Ortelli believes that LVMH, L’Oréal and EssilorLuxottica will not be the only players eyeing Armani. “Giorgio Armani created a world with a well-defined aesthetic and design icons. Armani is one of the fashion brands with the largest awareness in the world, with great white space in the category of accessories. Armani can match Prada and Gucci in terms of brand awareness, and yet Armani’s revenue is smaller than Prada’s and Gucci’s, so there’s potential. Giorgio Armani was meticulous in his work and, similarly, in his vision for his succession, he drew a path at a certain pace.”

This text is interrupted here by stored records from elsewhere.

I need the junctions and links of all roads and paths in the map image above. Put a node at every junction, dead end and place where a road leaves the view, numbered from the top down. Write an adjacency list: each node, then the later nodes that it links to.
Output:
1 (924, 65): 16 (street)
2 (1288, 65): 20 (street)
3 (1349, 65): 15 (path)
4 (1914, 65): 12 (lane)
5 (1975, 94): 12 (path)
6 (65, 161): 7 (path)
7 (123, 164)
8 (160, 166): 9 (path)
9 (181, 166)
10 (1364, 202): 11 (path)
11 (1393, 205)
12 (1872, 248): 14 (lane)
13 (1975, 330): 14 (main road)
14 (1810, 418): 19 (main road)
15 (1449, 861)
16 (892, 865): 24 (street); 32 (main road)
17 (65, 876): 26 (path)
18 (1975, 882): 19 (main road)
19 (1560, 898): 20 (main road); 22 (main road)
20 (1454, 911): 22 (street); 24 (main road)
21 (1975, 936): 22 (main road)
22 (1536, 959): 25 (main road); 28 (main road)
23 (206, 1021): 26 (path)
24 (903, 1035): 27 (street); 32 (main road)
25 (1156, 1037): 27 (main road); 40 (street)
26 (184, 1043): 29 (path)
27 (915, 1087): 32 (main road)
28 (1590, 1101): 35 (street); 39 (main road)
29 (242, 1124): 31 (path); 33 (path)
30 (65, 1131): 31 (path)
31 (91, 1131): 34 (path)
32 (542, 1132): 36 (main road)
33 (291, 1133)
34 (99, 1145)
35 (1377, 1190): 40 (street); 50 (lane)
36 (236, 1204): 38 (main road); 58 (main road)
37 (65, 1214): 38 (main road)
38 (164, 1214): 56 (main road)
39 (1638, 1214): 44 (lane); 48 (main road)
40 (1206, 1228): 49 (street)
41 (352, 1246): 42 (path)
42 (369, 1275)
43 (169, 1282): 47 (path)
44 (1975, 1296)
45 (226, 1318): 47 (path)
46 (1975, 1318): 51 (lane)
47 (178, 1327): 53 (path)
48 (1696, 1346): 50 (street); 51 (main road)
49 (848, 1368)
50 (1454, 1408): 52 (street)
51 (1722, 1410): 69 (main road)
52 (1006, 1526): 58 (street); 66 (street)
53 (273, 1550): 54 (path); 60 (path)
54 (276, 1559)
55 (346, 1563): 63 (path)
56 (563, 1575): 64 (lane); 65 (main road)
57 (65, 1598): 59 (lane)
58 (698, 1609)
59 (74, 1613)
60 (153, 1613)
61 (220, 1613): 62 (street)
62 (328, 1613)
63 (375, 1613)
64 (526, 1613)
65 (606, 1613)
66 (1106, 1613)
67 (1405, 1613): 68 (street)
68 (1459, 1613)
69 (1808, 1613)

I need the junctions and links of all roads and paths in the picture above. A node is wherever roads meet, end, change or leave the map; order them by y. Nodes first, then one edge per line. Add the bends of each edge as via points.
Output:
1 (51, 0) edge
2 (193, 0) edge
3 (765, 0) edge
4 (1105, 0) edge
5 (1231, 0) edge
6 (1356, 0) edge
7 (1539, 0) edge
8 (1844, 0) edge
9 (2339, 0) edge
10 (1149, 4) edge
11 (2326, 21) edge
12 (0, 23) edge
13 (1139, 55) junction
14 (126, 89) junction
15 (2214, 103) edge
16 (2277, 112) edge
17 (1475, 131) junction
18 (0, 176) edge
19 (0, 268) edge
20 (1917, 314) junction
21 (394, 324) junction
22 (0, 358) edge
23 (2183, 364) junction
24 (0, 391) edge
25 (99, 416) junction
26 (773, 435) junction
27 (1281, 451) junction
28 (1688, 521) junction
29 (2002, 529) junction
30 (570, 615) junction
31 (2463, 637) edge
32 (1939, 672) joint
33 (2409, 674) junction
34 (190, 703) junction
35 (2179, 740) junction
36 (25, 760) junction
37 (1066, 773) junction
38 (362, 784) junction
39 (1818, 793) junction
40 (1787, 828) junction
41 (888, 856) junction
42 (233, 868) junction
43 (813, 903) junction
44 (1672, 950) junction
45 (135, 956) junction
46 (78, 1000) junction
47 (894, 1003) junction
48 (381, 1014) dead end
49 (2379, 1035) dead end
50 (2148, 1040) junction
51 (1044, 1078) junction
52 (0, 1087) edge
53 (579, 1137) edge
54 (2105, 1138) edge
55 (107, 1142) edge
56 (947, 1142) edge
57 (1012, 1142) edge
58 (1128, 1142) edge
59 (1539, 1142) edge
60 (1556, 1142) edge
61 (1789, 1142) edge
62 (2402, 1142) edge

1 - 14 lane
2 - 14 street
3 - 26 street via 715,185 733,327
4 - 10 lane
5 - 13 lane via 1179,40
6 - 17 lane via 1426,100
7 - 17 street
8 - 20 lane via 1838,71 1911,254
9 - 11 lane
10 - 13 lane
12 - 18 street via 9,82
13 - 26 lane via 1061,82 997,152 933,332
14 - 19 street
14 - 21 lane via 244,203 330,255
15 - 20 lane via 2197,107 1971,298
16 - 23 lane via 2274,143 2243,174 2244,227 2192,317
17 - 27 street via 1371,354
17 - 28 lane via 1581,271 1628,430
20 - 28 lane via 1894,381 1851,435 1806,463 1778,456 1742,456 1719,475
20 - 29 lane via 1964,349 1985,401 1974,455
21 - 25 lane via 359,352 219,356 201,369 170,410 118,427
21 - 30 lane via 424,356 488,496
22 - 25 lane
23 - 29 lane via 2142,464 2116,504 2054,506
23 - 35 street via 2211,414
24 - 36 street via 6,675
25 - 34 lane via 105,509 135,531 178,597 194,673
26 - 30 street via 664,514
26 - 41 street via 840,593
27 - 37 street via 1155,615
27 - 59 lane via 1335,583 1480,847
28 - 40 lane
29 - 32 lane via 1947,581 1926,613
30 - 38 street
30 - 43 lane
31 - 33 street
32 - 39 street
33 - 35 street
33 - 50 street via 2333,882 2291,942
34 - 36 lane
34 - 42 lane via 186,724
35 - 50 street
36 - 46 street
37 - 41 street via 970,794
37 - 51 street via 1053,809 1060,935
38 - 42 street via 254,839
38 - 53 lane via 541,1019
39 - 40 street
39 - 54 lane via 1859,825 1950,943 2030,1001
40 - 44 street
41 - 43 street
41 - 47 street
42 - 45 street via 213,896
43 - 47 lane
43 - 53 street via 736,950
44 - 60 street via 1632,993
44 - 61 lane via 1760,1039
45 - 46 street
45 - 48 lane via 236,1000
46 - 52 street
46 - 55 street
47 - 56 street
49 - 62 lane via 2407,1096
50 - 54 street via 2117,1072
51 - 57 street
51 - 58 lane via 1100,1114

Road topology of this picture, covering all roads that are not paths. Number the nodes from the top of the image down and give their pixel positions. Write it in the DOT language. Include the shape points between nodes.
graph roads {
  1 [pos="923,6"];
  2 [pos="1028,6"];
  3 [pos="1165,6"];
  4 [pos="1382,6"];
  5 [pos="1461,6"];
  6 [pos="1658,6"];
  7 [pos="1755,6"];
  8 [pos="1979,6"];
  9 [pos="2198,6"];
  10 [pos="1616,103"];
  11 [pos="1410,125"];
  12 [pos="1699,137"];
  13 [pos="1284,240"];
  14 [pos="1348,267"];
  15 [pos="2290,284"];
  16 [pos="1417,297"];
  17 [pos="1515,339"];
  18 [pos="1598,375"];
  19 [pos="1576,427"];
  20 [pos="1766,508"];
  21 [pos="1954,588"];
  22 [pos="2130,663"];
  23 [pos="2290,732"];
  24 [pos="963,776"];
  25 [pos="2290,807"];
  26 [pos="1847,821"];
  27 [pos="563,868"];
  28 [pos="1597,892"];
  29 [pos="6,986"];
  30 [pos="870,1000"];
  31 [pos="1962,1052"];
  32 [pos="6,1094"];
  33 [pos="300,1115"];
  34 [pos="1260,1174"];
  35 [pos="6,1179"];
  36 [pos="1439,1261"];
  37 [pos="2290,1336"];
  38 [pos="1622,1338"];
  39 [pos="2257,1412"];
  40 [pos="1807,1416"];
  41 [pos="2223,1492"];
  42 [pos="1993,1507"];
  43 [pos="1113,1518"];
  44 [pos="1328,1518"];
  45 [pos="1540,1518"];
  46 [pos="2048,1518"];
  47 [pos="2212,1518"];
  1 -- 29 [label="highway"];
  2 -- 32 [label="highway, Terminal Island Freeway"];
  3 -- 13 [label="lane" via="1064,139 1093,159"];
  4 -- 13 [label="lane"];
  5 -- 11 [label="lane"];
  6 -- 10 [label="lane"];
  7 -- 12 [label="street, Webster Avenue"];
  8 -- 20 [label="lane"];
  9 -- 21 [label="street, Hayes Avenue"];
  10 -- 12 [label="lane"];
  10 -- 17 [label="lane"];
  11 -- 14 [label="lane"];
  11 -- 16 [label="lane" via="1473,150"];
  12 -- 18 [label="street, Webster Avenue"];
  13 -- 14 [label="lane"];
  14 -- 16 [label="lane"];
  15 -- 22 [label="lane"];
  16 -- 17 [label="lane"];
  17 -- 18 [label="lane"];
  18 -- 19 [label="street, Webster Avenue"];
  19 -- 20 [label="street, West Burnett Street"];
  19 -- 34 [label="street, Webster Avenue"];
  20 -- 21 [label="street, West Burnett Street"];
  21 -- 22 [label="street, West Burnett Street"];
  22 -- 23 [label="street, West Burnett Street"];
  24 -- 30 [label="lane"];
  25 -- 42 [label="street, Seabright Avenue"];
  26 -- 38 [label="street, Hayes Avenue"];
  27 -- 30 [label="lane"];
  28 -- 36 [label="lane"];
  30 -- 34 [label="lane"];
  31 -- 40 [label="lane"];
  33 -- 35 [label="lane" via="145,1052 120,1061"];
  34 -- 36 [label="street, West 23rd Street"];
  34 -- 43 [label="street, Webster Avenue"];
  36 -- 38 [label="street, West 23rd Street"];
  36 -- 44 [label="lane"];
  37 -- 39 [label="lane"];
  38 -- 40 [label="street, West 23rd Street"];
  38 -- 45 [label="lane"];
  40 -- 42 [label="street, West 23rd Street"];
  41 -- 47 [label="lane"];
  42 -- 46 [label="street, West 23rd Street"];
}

For his part, Solca would be surprised if there was a bidding war: “Armani is an iconic brand. Hence, I expect LVMH could be interested, but not prepared to be over the top about this potential acquisition. After all, past experiences with fashion have proven problematic for LVMH: Donna Karan, for example. An IPO could make sense for Armani, but then a strong business leadership would need to be in place, with a sensible growth strategy.”
Erwan Rambourg, HSBC global head of consumer and retail research, sees LVMH as the least likely out of the three companies to go ahead. In an interview before Arnault made a statement, Rambourg said: “LVMH doesn’t usually take minority stakes. They either run brands with a 100 per cent stake or they don’t. Secondly, there’s a change in culture at LVMH where there’s a lot more discipline; they would rather have fewer but better assets. Armani is doing very well in beauty, in eyewear, but I don’t think it is the hot, up-and-coming brand in ready-to-wear and fashion. Thirdly, LVMH does its own eyewear, its own beauty when they can, so to have the two performing businesses licensed out to partners? I don’t see that happening.”
L’Oréal is the second least likely, according to Rambourg. “If they took a 15 per cent stake to ensure the longevity of the beauty licence business, why not? It wouldn’t be meaningful in terms of the balance sheet at the L Oréal level. They took a 10 per cent stake in Jacquemus, to ensure that they can leverage the licence they have with them.” Armani s beauty business is close to €2 billion, according to HSBC estimates.
Rambourg thinks EssilorLuxottica is the most likely. “Keeping it Italian can make a lot of sense, with EssilorLuxottica and Armani both being based in Milan and them being very friendly. The issue with that is that EssilorLuxottica has nothing to do with the core business of Armani.” That said, he points out that EssilorLuxottica surprised everyone last year by acquiring Supreme.